RECORDS TO USE —
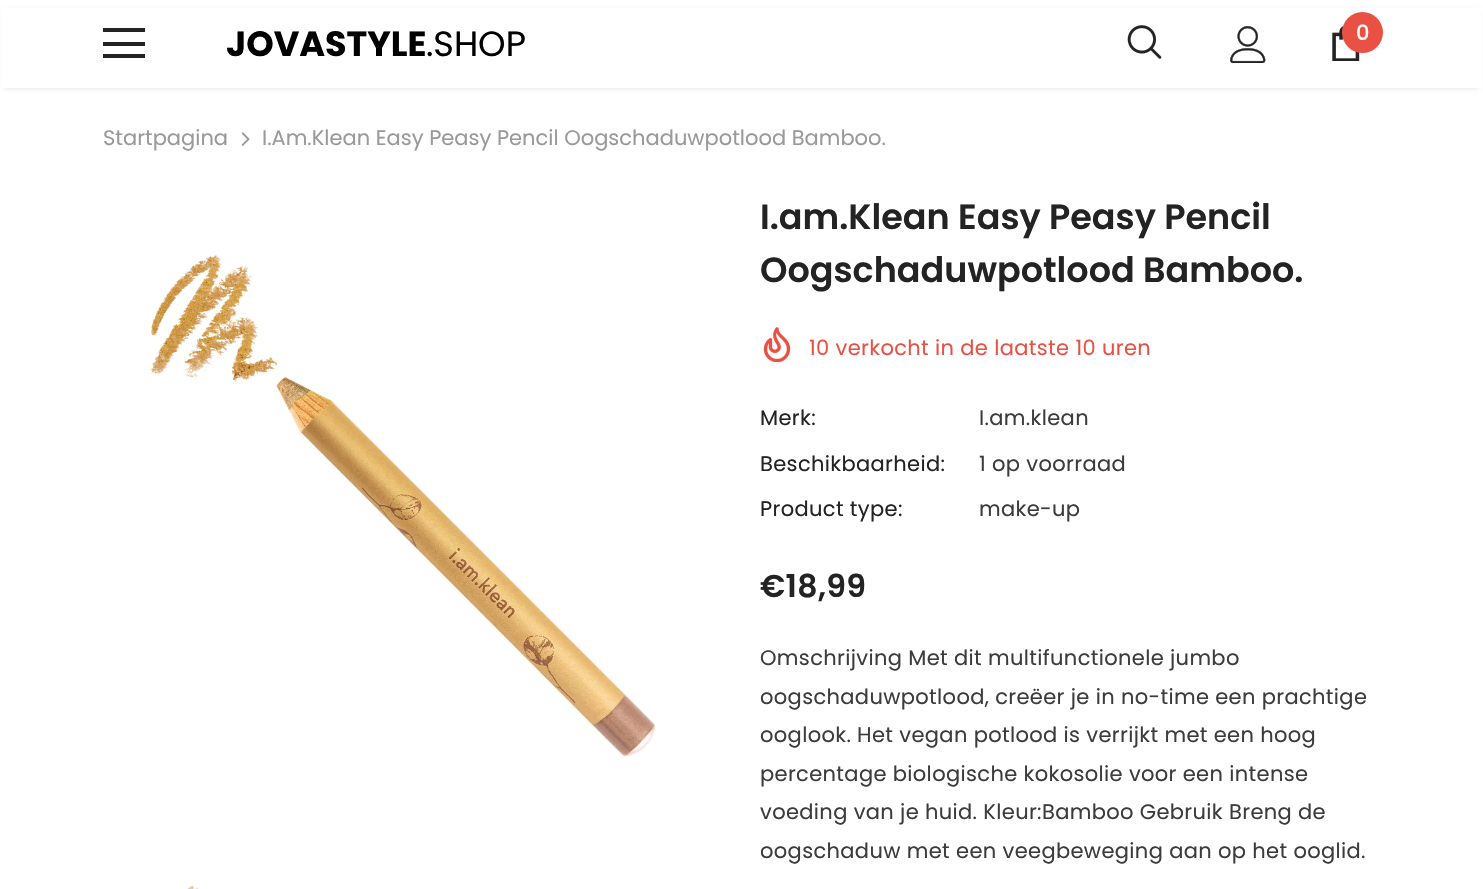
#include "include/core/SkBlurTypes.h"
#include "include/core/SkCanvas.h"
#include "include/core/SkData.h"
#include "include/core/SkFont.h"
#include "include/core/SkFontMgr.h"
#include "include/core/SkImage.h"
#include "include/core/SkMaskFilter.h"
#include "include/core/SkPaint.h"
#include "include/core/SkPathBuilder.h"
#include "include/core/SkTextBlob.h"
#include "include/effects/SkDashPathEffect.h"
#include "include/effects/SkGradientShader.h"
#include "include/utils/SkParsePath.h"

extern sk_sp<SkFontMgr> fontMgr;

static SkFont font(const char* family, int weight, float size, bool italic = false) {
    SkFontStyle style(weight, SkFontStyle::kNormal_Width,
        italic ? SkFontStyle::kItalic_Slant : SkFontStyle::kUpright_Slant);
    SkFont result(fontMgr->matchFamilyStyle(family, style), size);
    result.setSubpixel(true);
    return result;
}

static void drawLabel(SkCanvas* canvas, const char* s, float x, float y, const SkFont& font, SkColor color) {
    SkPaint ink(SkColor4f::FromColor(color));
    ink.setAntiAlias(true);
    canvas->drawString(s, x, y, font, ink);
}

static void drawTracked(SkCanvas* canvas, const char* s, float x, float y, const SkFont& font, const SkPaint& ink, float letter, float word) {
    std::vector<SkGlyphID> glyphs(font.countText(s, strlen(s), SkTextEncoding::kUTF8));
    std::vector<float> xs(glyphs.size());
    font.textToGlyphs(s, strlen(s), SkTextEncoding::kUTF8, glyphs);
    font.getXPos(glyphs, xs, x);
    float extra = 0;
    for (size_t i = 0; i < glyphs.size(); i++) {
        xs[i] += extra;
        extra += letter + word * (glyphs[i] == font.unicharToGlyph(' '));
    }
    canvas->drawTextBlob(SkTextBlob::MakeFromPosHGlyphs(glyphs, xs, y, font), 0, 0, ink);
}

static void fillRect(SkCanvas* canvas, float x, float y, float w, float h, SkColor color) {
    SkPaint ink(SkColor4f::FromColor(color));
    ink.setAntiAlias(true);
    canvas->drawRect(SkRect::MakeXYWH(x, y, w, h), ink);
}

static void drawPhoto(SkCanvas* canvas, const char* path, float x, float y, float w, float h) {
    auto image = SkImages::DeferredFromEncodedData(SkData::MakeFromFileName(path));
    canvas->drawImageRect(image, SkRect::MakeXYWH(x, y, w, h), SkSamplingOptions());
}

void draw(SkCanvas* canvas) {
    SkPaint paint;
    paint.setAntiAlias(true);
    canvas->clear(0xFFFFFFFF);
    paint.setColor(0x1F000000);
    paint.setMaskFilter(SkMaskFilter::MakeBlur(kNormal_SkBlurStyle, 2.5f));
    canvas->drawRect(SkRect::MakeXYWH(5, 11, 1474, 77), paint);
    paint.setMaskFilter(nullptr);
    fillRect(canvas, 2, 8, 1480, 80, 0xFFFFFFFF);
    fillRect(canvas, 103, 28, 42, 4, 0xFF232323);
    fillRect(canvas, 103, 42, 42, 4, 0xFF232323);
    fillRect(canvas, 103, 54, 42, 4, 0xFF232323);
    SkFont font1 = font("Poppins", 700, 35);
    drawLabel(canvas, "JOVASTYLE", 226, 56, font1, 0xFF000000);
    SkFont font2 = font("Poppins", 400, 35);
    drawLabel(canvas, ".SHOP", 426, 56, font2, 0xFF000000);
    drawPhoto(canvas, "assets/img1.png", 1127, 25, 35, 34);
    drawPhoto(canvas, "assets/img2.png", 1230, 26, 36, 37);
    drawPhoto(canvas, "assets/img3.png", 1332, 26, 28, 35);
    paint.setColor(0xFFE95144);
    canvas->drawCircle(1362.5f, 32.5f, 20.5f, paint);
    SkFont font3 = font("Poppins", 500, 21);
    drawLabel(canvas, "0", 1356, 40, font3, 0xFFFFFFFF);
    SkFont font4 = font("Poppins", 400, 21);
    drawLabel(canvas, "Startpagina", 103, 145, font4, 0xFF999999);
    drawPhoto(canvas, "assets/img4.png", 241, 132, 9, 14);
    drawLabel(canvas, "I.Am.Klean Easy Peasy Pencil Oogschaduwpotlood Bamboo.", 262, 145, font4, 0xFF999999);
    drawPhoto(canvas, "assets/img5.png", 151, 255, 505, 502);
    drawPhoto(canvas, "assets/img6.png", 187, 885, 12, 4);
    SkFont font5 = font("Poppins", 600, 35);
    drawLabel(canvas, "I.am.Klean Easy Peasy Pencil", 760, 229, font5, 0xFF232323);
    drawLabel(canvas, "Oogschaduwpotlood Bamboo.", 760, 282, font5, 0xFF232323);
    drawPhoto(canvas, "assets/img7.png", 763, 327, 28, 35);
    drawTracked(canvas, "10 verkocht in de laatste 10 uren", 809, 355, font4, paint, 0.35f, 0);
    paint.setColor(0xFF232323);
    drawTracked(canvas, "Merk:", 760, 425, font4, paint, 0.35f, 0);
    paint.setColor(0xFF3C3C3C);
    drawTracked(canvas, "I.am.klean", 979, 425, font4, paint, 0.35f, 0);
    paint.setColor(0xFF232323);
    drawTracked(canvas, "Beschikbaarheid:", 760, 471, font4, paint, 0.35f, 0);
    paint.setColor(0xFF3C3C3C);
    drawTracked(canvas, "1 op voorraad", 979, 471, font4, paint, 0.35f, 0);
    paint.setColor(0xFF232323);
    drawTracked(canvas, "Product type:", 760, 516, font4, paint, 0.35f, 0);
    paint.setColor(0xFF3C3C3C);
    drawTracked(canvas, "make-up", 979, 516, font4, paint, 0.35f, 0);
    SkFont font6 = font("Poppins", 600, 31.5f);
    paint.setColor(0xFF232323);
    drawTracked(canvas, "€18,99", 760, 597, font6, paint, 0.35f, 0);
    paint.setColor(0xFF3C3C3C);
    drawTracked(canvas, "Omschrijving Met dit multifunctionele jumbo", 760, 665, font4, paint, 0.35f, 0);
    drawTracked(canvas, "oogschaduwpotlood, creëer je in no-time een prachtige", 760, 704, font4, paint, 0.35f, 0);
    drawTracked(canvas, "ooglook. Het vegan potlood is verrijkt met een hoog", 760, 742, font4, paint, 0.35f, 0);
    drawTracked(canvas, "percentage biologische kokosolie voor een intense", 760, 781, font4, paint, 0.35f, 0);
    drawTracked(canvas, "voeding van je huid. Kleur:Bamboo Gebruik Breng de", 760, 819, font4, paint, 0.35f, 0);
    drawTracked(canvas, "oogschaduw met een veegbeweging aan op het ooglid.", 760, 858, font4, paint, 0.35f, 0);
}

...

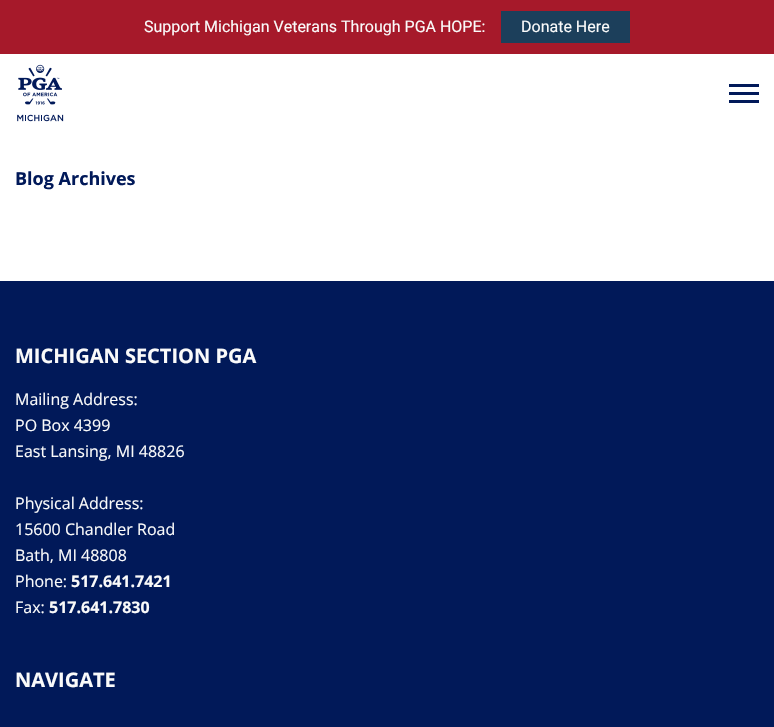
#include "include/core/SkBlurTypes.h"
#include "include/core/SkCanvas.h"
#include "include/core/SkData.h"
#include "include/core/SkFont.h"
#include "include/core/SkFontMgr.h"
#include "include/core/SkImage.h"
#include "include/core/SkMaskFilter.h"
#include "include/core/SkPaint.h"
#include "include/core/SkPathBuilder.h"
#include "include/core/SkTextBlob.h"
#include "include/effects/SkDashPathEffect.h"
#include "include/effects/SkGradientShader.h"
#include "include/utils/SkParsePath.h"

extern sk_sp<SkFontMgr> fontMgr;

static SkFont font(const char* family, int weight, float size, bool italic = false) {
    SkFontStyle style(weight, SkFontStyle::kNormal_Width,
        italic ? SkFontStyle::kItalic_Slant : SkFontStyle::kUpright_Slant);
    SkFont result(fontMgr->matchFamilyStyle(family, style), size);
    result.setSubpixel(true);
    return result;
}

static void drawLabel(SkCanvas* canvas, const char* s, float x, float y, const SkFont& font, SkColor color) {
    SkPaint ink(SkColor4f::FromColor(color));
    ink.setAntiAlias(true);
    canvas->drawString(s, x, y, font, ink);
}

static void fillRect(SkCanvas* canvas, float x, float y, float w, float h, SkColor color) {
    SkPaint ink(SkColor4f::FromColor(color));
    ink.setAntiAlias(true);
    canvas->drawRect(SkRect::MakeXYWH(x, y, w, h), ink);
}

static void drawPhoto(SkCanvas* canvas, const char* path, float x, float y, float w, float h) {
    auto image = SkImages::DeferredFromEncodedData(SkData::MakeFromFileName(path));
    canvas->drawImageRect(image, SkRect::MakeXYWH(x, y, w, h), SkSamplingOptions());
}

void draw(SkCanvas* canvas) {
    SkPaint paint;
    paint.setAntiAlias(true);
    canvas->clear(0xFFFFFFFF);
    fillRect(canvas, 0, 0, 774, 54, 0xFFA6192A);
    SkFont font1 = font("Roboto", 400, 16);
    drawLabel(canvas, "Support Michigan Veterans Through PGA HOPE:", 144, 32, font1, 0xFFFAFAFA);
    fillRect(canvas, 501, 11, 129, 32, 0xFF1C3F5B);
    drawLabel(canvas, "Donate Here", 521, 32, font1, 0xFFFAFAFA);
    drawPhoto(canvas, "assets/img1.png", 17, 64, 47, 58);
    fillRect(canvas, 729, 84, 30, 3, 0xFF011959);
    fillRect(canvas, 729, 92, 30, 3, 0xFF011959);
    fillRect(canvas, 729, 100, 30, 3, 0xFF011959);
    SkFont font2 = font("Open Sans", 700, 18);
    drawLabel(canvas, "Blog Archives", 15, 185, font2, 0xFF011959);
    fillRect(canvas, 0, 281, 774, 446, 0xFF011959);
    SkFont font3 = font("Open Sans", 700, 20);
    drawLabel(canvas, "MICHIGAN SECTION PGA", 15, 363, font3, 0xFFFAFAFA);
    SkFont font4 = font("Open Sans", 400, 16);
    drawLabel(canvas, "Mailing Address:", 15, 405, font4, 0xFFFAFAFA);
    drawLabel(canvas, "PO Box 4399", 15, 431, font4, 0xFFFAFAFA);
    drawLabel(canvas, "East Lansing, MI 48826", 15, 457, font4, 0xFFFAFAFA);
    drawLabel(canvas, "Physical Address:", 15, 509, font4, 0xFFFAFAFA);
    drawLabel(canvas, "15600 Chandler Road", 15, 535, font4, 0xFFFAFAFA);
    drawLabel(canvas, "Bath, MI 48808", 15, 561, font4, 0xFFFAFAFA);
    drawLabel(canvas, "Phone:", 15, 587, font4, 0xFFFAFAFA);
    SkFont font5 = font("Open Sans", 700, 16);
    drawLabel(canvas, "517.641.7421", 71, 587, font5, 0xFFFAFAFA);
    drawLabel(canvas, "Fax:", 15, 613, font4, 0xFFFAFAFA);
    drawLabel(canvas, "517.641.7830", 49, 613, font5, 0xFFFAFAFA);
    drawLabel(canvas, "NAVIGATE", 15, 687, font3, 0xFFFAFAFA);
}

ACTION ITEM — Looking at the entries above, work out how many lines contain "vector", then reply with that number and no other words.

ANSWER TO THIS EXERCISE — 2